#### Brief
Among the lines below, list those containing the string "tunnel".

§ §

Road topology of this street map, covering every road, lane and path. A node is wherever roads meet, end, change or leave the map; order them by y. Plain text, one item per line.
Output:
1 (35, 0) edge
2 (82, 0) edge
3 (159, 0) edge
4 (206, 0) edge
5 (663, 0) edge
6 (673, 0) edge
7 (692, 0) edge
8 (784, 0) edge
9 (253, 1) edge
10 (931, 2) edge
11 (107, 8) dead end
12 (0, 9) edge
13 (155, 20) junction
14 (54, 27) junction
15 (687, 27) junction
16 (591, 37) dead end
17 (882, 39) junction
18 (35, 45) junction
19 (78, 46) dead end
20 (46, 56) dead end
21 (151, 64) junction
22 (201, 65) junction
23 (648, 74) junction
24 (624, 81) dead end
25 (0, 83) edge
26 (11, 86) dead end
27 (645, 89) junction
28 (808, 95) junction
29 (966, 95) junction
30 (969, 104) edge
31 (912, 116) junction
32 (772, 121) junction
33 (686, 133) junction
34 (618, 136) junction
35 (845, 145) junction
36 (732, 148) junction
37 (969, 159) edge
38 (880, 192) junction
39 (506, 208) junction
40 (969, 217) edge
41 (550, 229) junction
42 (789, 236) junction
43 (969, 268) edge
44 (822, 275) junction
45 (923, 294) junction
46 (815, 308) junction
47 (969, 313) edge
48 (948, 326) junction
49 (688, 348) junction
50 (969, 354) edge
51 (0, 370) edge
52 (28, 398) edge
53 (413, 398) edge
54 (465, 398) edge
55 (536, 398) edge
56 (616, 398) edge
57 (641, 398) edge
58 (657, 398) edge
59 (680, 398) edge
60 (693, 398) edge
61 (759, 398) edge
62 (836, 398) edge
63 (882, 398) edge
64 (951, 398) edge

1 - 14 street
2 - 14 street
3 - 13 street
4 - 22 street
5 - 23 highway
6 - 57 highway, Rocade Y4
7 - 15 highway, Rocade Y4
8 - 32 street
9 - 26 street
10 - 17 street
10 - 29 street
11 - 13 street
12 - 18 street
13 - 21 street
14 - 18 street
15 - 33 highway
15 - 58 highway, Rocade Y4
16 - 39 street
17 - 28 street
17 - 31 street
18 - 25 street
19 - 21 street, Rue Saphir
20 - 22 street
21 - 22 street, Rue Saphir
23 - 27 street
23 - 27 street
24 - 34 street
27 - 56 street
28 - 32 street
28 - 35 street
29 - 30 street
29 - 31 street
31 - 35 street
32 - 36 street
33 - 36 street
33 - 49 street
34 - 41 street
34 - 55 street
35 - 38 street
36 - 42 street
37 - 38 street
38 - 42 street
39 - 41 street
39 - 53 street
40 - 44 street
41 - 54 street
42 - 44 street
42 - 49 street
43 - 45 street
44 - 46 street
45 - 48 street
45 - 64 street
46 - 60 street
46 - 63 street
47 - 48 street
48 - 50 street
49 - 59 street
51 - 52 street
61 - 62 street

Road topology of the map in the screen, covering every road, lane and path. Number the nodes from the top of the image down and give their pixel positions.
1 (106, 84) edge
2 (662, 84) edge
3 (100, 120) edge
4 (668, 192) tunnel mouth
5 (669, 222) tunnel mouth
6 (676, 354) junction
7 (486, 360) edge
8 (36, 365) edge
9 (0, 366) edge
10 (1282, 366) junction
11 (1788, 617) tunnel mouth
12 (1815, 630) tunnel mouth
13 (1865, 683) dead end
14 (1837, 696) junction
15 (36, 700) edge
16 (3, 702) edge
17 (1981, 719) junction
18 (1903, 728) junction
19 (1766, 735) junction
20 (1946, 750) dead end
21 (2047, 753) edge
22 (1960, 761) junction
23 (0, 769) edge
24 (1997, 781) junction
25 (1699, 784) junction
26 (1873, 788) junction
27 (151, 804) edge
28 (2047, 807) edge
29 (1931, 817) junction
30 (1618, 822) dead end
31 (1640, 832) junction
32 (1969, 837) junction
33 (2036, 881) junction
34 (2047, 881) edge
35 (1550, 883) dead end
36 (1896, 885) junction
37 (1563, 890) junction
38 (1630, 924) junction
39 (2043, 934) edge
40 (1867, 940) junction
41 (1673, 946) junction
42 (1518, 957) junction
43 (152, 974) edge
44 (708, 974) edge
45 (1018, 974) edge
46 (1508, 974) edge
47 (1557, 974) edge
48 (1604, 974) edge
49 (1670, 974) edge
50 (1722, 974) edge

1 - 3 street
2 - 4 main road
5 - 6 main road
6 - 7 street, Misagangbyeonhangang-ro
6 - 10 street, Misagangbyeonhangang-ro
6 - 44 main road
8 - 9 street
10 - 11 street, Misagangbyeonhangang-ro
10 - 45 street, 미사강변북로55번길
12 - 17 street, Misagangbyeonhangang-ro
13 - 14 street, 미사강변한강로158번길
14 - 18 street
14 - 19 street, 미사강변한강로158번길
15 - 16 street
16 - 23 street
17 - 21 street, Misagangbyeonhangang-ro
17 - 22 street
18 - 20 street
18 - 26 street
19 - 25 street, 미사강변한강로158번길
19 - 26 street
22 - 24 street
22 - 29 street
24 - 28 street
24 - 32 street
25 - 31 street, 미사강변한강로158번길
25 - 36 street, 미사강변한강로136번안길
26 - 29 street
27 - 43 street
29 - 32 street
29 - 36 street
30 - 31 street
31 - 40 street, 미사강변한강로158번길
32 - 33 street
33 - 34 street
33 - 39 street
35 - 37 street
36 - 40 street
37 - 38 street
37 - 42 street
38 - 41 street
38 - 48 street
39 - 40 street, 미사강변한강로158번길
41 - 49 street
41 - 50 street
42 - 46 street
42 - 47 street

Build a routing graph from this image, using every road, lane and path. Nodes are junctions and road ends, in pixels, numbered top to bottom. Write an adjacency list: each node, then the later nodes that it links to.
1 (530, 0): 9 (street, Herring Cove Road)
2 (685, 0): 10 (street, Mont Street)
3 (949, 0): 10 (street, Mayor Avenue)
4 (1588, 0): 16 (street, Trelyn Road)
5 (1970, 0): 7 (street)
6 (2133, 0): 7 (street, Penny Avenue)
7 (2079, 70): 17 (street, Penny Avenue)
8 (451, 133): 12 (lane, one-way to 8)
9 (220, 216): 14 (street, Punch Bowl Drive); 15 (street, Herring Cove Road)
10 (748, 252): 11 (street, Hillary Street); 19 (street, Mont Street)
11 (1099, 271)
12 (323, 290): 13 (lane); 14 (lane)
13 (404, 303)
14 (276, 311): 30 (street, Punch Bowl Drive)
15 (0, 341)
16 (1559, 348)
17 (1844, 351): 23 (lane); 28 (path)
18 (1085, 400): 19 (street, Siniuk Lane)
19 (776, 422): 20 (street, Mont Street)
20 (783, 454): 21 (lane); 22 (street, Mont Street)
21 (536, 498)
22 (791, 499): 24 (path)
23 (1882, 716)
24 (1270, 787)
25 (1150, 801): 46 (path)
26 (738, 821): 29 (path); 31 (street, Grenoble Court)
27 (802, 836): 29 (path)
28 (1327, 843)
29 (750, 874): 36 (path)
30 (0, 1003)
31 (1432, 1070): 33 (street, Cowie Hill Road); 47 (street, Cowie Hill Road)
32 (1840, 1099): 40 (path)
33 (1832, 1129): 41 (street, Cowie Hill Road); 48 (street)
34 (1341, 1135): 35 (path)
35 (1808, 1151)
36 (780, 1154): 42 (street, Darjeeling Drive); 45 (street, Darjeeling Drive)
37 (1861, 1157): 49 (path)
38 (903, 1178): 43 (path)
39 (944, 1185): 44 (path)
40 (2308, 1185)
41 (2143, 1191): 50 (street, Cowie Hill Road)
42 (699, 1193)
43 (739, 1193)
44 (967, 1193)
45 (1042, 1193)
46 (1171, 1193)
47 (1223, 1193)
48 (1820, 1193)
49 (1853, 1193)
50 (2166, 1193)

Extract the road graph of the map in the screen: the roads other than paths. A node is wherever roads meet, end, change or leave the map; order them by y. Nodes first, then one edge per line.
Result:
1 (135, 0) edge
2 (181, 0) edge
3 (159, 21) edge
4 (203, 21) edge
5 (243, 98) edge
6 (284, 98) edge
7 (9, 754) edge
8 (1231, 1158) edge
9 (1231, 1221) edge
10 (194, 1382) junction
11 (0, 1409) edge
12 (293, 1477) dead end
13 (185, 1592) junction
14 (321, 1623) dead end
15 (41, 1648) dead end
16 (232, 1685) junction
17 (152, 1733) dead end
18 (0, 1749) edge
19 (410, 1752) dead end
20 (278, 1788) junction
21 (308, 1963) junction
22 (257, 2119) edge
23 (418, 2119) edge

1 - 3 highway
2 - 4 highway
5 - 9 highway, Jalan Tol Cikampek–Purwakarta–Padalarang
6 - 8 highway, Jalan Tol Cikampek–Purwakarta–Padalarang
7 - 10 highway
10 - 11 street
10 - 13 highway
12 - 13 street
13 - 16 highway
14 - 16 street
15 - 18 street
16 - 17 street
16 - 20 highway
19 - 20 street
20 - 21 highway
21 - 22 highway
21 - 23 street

§ §

#### Completed task
4 (668, 192) tunnel mouth
5 (669, 222) tunnel mouth
11 (1788, 617) tunnel mouth
12 (1815, 630) tunnel mouth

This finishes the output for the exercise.